A última indagação da menina ressoou ecoando por todos os cantos das ruas. Porém ninguém foi capaz de ouvi-la. Parecia que nada tinha sido sibilantemente proferido. Da mesma forma como a menina, que pairava no encontro daquelas ruas, não era vista, sua forte voz também não era ouvida. Aquilo doeu em seu peito. Ela se sentiu inexistente.

Como se em resposta a esse sentimento, a menina que antes parecia desprovida de matéria ganhou forma dentre as ruas e as pessoas que atravessavam. Sua inexpressiva face tremeluzia nos grandes Outdoors virtuais que adornavam os prédios locais. Os sinais de trânsito obliteraram-se criando um caos organizado. E ao centro de tudo isso, restava somente a pequena menina, que com os olhos desprovidos de brilho resmungava incessantemente para si mesma algumas palavras.

- Existência... Existência... Existência...

As buzinas começaram a soar, longe de criar um uníssono, esbravejavam em tempos diferentes. Formavam uma orgia sonora. As pessoas bradavam para que a garota deixasse as ruas e se protegesse em uma das calçadas. Alguns ignoravam. Muitos olhavam calados e imóveis. Sussurros sobre insanidade e suicídio rondavam algumas poucas bocas presentes. Eles faziam barulho. Para alguém verdadeiramente conectado a mais fraca voz soa forte. O mais leve pensamento se torna incansável. Aquela barulheira dantesca estava além do que a garota podia agüentar.

- Calem-se! Todos vocês! Macacos Ignorantes!

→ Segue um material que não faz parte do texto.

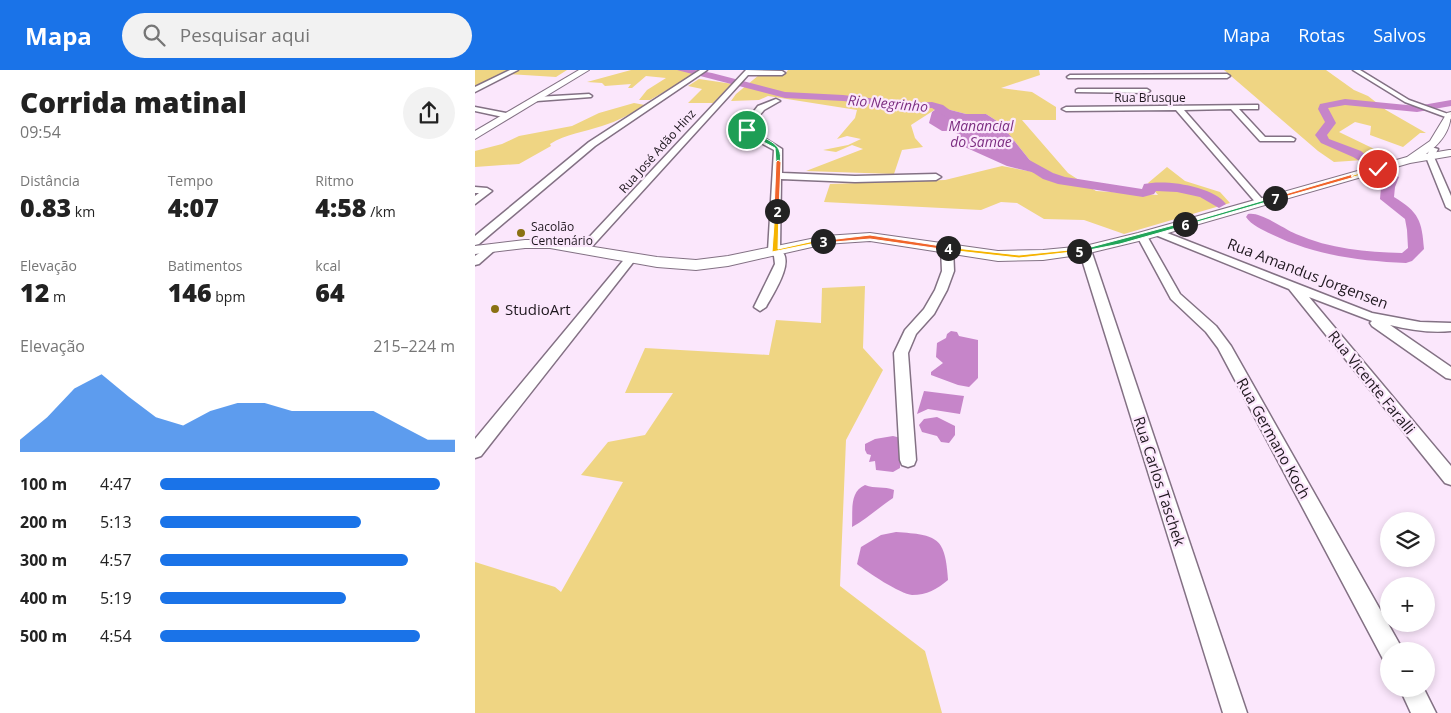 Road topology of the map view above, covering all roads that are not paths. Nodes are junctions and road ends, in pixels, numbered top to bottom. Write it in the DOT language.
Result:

Antes mesmo da frase da menina chegar ao final, os sons diminuíram de volume. Os berros tornaram-se meros ruídos e a névoa avançou em sua direção. Ela deixou-se envolver por tudo aquilo. Não queria saber de mais nada. Não queria mundo algum, só queria paz. Se a existência significa fazer parte desse tumulto, talvez ela nunca tenha realmente existido. Ela estava cansada e precisava descansar. Talvez ela soubesse por que se interessou tanto em Yuki. Talvez não quisesse saber ou até mesmo ignorasse o motivo. Ela só sabia que queria ajudá-lo a sentir-se feliz. Mesmo que vivendo uma mentira arrumada por ela. Porém tinha medo de que na verdade só quisesse ter certeza que existia nas memórias de alguém. Só quisesse alguém que a fizesse se sentir menos só. Pois é assim que se sentia agora. O mundo real, agora que o protocolo 7 fora refeito, estava um pouco mais longe de seu mundo virtual. Mesmo que o mundo real e o virtual não passem de vertentes um do outro, ainda sim, graças a esse novo protocolo havia uma leve linha dentre eles. Para Lain, era fácil transpassá-la.

Porém, Deuses só são deuses por que possuem seguidores, e mais do que nunca, não só pela vontade de Lain, O Deus da Wired havia sido esquecido. Assim como ela.

Tachibana estava prestes a conseguir o que queria. Se o censo comum acreditar que a Wired é apenas uma ferramenta para auxiliar no mundo real, A verdadeira Conexão será algo que apenas Lain conhecerá, e dessa forma o nível das ondas se enfraquecerá. A Terra não terá neurônios suficientes para sustentar suas próprias ondas. Logo essa conexão ficará mais fraca, e a existência dela não será mais necessária. A Terra voltará a dormir, e ela também. Talvez toda sua existência desaparecesse. Como Deus, ela já não existia, onisciente ou onipresente nas vidas alheias. Ela era agora onisciente e onipresente por sua própria vontade. Por sua própria força, e não pela crença de alguém. Ela era Deusa por que a Terra permitia e não por que os humanos a desejavam. Se ela estivera ali desde que a Wired fora criada, desde que a Terra despertara, se Essa fosse a verdade por trás de sua gênese mal explicada, provavelmente as coisas não seriam muito fáceis daqui para frente. Talvez toda sua atenção voltada a Yuki fosse a esperança de ter de fato existido. Pelo menos para alguém. Ser todos ao mesmo tempo, ser A conexão tornou-se triste, pois, para que ela não ferisse tocando as pessoas, ela passou a ferir apenas a si mesma, ignorando sua existência para aqueles humanos inconscientes. A única existência que ela sempre desejou. Se sofrimentos fossem prova de humanidade, lain era então, ao menos neste instante A mais humana. Aquela que abdicou de si mesma para não ver os seus preciosos sofrendo. Agora, as chagas que Lain havia escondido de si mesma voltaram a sangrar. E a consciência da pobre menina está cada vez mais perdida em um mar vermelho de dor.